**Task**
Exactly repeat the full listing that follows.

####################

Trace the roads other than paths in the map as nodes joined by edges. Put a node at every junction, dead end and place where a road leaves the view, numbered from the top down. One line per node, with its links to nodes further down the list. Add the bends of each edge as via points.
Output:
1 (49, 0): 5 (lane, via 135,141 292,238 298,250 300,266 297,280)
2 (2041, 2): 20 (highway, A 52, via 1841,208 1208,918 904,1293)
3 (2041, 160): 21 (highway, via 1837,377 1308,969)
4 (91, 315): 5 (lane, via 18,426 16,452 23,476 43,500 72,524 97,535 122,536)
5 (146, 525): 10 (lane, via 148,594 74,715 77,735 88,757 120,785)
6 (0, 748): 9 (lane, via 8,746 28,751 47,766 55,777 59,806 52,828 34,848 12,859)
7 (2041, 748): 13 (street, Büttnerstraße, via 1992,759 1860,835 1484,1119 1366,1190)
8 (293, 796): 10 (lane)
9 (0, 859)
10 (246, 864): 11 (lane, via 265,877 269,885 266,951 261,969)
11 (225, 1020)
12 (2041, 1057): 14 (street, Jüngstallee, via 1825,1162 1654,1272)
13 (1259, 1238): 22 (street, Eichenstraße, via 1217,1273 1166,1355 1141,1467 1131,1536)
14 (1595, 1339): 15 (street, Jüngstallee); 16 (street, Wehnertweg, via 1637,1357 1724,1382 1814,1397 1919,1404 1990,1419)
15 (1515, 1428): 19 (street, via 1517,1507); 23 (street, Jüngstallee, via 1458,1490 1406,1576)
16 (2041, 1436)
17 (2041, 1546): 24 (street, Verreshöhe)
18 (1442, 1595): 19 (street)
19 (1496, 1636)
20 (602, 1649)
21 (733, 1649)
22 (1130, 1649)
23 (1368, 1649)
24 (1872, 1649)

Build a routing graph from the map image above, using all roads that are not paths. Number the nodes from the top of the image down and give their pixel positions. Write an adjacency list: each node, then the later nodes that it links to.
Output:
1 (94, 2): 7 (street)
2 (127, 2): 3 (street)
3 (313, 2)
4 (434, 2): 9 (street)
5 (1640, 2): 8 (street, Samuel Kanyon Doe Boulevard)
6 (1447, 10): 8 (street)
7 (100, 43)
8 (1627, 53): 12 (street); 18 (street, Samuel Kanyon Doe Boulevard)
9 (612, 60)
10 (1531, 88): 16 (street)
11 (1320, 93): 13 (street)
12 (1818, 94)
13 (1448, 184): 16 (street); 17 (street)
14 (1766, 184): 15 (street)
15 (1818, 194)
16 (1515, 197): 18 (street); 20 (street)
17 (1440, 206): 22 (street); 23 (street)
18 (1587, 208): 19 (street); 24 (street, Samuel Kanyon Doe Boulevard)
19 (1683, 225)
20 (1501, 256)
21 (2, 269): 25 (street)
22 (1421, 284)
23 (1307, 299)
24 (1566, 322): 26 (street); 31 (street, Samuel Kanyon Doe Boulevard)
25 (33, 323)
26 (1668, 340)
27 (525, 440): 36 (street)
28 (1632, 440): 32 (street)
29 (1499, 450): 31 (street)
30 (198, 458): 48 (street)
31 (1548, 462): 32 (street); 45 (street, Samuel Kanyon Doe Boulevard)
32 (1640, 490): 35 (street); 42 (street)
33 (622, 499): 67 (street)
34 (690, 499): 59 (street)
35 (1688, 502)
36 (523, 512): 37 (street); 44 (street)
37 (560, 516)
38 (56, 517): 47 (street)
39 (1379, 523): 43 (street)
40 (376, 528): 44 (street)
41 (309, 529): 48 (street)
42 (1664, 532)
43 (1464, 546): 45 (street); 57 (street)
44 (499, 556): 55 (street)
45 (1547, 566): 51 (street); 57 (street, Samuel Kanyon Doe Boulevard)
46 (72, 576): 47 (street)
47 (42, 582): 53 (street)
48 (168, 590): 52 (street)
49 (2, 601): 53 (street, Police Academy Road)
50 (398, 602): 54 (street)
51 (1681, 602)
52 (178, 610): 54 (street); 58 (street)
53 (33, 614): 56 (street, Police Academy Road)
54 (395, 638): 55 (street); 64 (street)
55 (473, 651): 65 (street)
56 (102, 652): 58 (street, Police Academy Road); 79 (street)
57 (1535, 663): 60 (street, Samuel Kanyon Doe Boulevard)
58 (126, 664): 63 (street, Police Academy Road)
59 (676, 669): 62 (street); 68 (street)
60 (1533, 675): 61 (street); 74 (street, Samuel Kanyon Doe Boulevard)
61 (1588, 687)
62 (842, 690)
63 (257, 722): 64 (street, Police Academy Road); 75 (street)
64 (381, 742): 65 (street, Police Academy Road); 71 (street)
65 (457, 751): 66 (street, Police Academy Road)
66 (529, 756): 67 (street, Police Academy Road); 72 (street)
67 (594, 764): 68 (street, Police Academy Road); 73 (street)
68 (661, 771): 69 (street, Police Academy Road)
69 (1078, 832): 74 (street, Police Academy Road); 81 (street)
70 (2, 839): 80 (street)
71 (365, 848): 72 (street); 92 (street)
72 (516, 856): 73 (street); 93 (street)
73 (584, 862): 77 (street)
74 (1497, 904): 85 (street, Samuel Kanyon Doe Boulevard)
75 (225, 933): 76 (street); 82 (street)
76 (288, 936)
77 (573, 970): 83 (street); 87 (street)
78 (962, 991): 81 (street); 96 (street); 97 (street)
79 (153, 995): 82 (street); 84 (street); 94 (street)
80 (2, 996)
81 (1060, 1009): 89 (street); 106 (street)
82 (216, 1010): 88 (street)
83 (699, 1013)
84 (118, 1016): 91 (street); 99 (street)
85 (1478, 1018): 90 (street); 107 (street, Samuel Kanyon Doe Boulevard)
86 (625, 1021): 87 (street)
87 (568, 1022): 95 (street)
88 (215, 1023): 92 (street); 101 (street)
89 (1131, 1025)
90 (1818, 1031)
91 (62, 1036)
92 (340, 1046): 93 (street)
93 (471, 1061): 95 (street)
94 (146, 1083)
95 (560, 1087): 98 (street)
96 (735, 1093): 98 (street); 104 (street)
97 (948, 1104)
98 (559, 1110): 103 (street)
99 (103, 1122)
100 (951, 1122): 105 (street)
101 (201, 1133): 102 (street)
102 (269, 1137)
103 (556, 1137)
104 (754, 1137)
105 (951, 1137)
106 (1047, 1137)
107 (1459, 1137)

####################

**Result below**
Trace the roads other than paths in the map as nodes joined by edges. Put a node at every junction, dead end and place where a road leaves the view, numbered from the top down. One line per node, with its links to nodes further down the list. Add the bends of each edge as via points.
Output:
1 (49, 0): 5 (lane, via 135,141 292,238 298,250 300,266 297,280)
2 (2041, 2): 20 (highway, A 52, via 1841,208 1208,918 904,1293)
3 (2041, 160): 21 (highway, via 1837,377 1308,969)
4 (91, 315): 5 (lane, via 18,426 16,452 23,476 43,500 72,524 97,535 122,536)
5 (146, 525): 10 (lane, via 148,594 74,715 77,735 88,757 120,785)
6 (0, 748): 9 (lane, via 8,746 28,751 47,766 55,777 59,806 52,828 34,848 12,859)
7 (2041, 748): 13 (street, Büttnerstraße, via 1992,759 1860,835 1484,1119 1366,1190)
8 (293, 796): 10 (lane)
9 (0, 859)
10 (246, 864): 11 (lane, via 265,877 269,885 266,951 261,969)
11 (225, 1020)
12 (2041, 1057): 14 (street, Jüngstallee, via 1825,1162 1654,1272)
13 (1259, 1238): 22 (street, Eichenstraße, via 1217,1273 1166,1355 1141,1467 1131,1536)
14 (1595, 1339): 15 (street, Jüngstallee); 16 (street, Wehnertweg, via 1637,1357 1724,1382 1814,1397 1919,1404 1990,1419)
15 (1515, 1428): 19 (street, via 1517,1507); 23 (street, Jüngstallee, via 1458,1490 1406,1576)
16 (2041, 1436)
17 (2041, 1546): 24 (street, Verreshöhe)
18 (1442, 1595): 19 (street)
19 (1496, 1636)
20 (602, 1649)
21 (733, 1649)
22 (1130, 1649)
23 (1368, 1649)
24 (1872, 1649)

Build a routing graph from the map image above, using all roads that are not paths. Number the nodes from the top of the image down and give their pixel positions. Write an adjacency list: each node, then the later nodes that it links to.
Output:
1 (94, 2): 7 (street)
2 (127, 2): 3 (street)
3 (313, 2)
4 (434, 2): 9 (street)
5 (1640, 2): 8 (street, Samuel Kanyon Doe Boulevard)
6 (1447, 10): 8 (street)
7 (100, 43)
8 (1627, 53): 12 (street); 18 (street, Samuel Kanyon Doe Boulevard)
9 (612, 60)
10 (1531, 88): 16 (street)
11 (1320, 93): 13 (street)
12 (1818, 94)
13 (1448, 184): 16 (street); 17 (street)
14 (1766, 184): 15 (street)
15 (1818, 194)
16 (1515, 197): 18 (street); 20 (street)
17 (1440, 206): 22 (street); 23 (street)
18 (1587, 208): 19 (street); 24 (street, Samuel Kanyon Doe Boulevard)
19 (1683, 225)
20 (1501, 256)
21 (2, 269): 25 (street)
22 (1421, 284)
23 (1307, 299)
24 (1566, 322): 26 (street); 31 (street, Samuel Kanyon Doe Boulevard)
25 (33, 323)
26 (1668, 340)
27 (525, 440): 36 (street)
28 (1632, 440): 32 (street)
29 (1499, 450): 31 (street)
30 (198, 458): 48 (street)
31 (1548, 462): 32 (street); 45 (street, Samuel Kanyon Doe Boulevard)
32 (1640, 490): 35 (street); 42 (street)
33 (622, 499): 67 (street)
34 (690, 499): 59 (street)
35 (1688, 502)
36 (523, 512): 37 (street); 44 (street)
37 (560, 516)
38 (56, 517): 47 (street)
39 (1379, 523): 43 (street)
40 (376, 528): 44 (street)
41 (309, 529): 48 (street)
42 (1664, 532)
43 (1464, 546): 45 (street); 57 (street)
44 (499, 556): 55 (street)
45 (1547, 566): 51 (street); 57 (street, Samuel Kanyon Doe Boulevard)
46 (72, 576): 47 (street)
47 (42, 582): 53 (street)
48 (168, 590): 52 (street)
49 (2, 601): 53 (street, Police Academy Road)
50 (398, 602): 54 (street)
51 (1681, 602)
52 (178, 610): 54 (street); 58 (street)
53 (33, 614): 56 (street, Police Academy Road)
54 (395, 638): 55 (street); 64 (street)
55 (473, 651): 65 (street)
56 (102, 652): 58 (street, Police Academy Road); 79 (street)
57 (1535, 663): 60 (street, Samuel Kanyon Doe Boulevard)
58 (126, 664): 63 (street, Police Academy Road)
59 (676, 669): 62 (street); 68 (street)
60 (1533, 675): 61 (street); 74 (street, Samuel Kanyon Doe Boulevard)
61 (1588, 687)
62 (842, 690)
63 (257, 722): 64 (street, Police Academy Road); 75 (street)
64 (381, 742): 65 (street, Police Academy Road); 71 (street)
65 (457, 751): 66 (street, Police Academy Road)
66 (529, 756): 67 (street, Police Academy Road); 72 (street)
67 (594, 764): 68 (street, Police Academy Road); 73 (street)
68 (661, 771): 69 (street, Police Academy Road)
69 (1078, 832): 74 (street, Police Academy Road); 81 (street)
70 (2, 839): 80 (street)
71 (365, 848): 72 (street); 92 (street)
72 (516, 856): 73 (street); 93 (street)
73 (584, 862): 77 (street)
74 (1497, 904): 85 (street, Samuel Kanyon Doe Boulevard)
75 (225, 933): 76 (street); 82 (street)
76 (288, 936)
77 (573, 970): 83 (street); 87 (street)
78 (962, 991): 81 (street); 96 (street); 97 (street)
79 (153, 995): 82 (street); 84 (street); 94 (street)
80 (2, 996)
81 (1060, 1009): 89 (street); 106 (street)
82 (216, 1010): 88 (street)
83 (699, 1013)
84 (118, 1016): 91 (street); 99 (street)
85 (1478, 1018): 90 (street); 107 (street, Samuel Kanyon Doe Boulevard)
86 (625, 1021): 87 (street)
87 (568, 1022): 95 (street)
88 (215, 1023): 92 (street); 101 (street)
89 (1131, 1025)
90 (1818, 1031)
91 (62, 1036)
92 (340, 1046): 93 (street)
93 (471, 1061): 95 (street)
94 (146, 1083)
95 (560, 1087): 98 (street)
96 (735, 1093): 98 (street); 104 (street)
97 (948, 1104)
98 (559, 1110): 103 (street)
99 (103, 1122)
100 (951, 1122): 105 (street)
101 (201, 1133): 102 (street)
102 (269, 1137)
103 (556, 1137)
104 (754, 1137)
105 (951, 1137)
106 (1047, 1137)
107 (1459, 1137)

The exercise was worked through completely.